■ WHAT IS NEEDED:
Search the listing for the word "circle" and return each line that contains it.
______
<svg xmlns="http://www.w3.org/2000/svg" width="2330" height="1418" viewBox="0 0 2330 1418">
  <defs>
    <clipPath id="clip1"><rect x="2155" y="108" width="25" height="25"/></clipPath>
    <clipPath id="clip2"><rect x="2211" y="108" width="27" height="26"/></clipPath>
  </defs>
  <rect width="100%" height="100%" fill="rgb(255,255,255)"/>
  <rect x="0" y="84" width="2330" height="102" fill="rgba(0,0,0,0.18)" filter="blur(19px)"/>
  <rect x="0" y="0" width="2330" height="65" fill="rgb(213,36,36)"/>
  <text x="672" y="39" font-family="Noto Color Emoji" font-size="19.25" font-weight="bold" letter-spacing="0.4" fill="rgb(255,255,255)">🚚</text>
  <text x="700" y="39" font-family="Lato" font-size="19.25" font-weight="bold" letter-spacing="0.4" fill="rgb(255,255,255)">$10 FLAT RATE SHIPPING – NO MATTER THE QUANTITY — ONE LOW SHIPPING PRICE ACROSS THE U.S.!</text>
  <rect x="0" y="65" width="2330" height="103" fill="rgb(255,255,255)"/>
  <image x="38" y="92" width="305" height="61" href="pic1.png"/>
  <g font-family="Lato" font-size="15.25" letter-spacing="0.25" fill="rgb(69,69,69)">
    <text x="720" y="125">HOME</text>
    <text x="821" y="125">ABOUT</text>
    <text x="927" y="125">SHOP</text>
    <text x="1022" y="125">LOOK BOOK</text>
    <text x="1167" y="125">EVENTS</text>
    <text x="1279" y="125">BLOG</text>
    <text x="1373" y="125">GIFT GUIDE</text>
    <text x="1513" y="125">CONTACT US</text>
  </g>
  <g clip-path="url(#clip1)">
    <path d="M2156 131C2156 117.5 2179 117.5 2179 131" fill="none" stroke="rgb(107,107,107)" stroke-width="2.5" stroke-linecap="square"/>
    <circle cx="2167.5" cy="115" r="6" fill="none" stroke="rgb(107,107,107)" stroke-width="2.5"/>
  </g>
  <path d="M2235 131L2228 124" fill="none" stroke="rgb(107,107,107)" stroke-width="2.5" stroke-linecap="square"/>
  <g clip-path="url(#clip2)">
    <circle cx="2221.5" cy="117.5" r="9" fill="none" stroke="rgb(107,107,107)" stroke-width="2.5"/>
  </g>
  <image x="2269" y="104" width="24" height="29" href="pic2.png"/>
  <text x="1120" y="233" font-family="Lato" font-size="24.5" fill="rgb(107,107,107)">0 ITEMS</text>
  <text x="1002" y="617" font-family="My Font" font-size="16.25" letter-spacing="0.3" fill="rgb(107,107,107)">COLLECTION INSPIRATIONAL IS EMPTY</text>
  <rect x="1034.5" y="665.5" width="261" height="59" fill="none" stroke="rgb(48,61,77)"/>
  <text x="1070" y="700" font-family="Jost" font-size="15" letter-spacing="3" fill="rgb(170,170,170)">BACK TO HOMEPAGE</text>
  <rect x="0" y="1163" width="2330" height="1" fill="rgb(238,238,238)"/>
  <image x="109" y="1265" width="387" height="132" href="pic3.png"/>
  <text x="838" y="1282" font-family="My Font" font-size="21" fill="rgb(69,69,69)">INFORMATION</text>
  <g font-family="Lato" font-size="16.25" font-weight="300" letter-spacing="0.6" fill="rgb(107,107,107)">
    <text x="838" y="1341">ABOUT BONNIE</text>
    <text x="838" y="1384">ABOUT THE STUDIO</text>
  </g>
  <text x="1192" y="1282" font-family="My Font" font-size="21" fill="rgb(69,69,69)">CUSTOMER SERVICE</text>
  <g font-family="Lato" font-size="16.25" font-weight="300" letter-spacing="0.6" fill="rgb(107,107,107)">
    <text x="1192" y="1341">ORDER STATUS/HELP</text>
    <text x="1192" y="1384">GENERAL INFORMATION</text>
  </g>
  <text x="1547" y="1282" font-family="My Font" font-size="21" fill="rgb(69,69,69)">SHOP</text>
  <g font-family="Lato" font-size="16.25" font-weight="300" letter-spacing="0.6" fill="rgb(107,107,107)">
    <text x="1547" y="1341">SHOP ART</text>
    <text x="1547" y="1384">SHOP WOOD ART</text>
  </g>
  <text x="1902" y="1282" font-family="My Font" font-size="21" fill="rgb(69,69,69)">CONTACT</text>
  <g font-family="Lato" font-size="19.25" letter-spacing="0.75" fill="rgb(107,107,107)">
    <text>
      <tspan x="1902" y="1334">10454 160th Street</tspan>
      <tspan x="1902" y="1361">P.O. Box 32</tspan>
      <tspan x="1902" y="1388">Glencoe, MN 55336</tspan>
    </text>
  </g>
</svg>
______
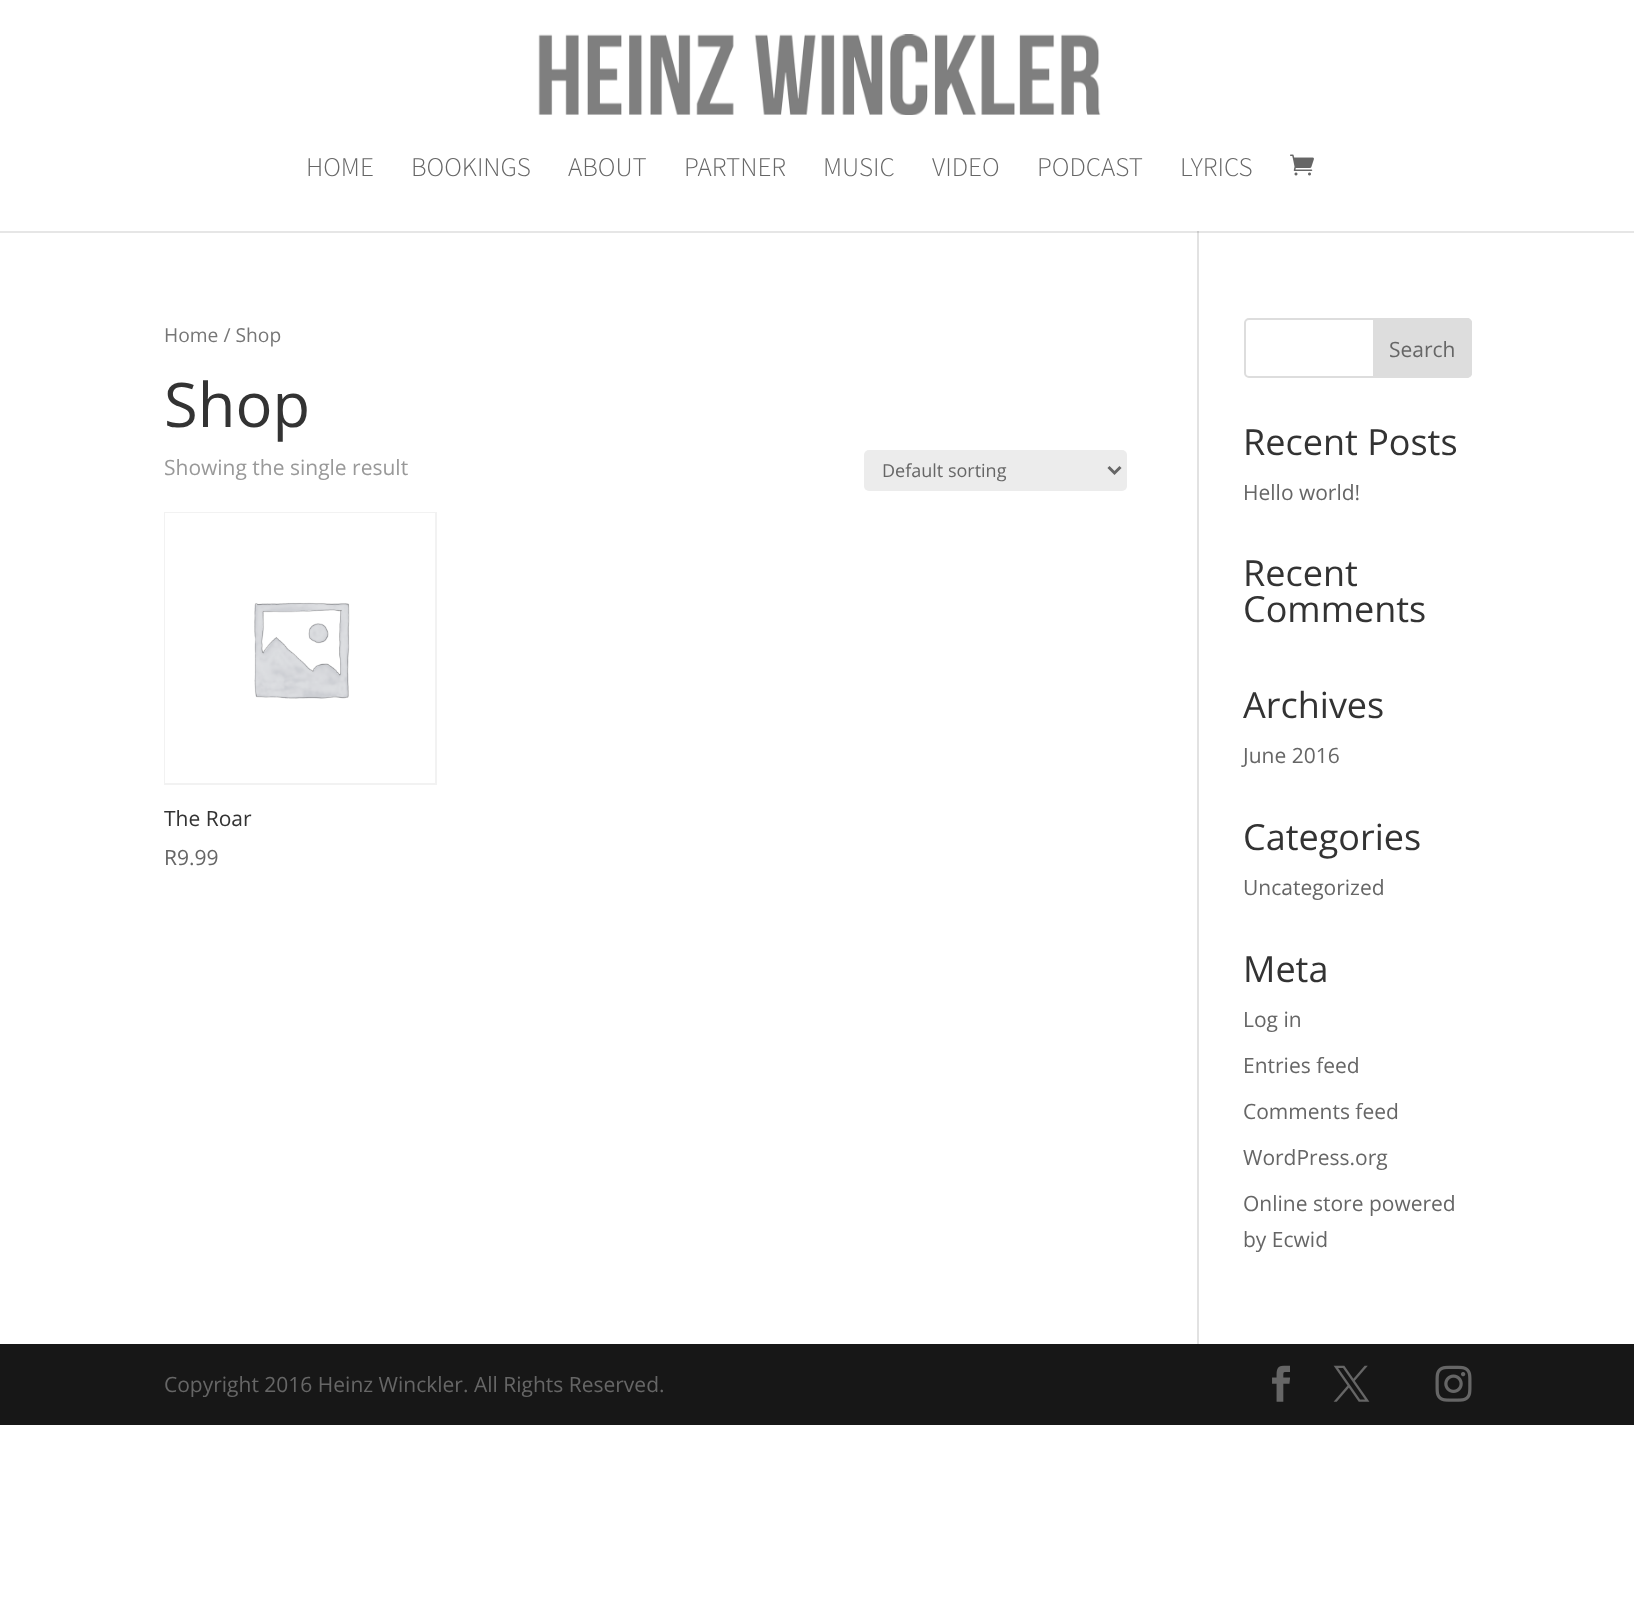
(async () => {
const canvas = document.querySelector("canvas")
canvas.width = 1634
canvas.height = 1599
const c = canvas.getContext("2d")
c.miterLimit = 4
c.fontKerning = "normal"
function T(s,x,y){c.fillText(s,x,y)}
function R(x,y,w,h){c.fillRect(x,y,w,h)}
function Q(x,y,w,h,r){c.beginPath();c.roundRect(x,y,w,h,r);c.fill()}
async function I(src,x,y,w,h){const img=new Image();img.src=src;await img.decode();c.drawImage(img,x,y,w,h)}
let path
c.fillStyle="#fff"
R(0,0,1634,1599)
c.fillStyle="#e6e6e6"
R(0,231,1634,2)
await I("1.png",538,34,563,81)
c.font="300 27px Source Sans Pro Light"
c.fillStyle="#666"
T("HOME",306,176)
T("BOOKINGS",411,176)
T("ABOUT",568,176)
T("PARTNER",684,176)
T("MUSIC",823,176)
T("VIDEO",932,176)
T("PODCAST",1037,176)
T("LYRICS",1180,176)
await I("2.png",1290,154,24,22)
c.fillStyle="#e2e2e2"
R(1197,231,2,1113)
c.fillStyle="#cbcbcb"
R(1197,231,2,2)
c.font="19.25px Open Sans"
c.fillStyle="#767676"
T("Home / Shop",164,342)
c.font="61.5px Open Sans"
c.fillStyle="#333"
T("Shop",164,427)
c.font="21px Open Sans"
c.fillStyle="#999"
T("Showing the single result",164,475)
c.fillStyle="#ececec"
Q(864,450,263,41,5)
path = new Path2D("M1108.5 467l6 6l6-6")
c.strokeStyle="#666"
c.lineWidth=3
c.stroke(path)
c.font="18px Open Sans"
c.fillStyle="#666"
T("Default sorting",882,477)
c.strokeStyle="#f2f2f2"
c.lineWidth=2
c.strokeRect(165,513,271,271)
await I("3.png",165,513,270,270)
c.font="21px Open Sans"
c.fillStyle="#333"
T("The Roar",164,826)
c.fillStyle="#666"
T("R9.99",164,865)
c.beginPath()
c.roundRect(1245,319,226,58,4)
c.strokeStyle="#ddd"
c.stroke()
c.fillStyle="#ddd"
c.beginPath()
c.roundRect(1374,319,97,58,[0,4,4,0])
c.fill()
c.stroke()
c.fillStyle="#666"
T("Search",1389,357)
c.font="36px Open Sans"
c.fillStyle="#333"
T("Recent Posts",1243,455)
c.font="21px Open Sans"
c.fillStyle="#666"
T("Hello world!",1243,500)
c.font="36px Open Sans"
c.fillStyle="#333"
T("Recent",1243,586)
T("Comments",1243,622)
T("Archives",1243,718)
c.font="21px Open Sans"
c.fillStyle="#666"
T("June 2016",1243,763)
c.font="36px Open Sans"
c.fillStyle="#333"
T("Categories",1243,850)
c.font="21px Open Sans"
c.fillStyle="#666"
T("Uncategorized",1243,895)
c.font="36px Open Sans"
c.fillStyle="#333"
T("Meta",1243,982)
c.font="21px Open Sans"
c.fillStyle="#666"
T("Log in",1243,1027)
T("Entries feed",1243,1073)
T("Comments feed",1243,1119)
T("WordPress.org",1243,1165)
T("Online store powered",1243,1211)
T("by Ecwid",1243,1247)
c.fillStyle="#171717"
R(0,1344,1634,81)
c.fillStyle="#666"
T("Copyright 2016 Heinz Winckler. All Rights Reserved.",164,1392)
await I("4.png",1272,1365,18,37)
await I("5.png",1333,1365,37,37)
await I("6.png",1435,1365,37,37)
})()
______
■ TASK OUTPUT:
    <circle cx="2167.5" cy="115" r="6" fill="none" stroke="rgb(107,107,107)" stroke-width="2.5"/>
    <circle cx="2221.5" cy="117.5" r="9" fill="none" stroke="rgb(107,107,107)" stroke-width="2.5"/>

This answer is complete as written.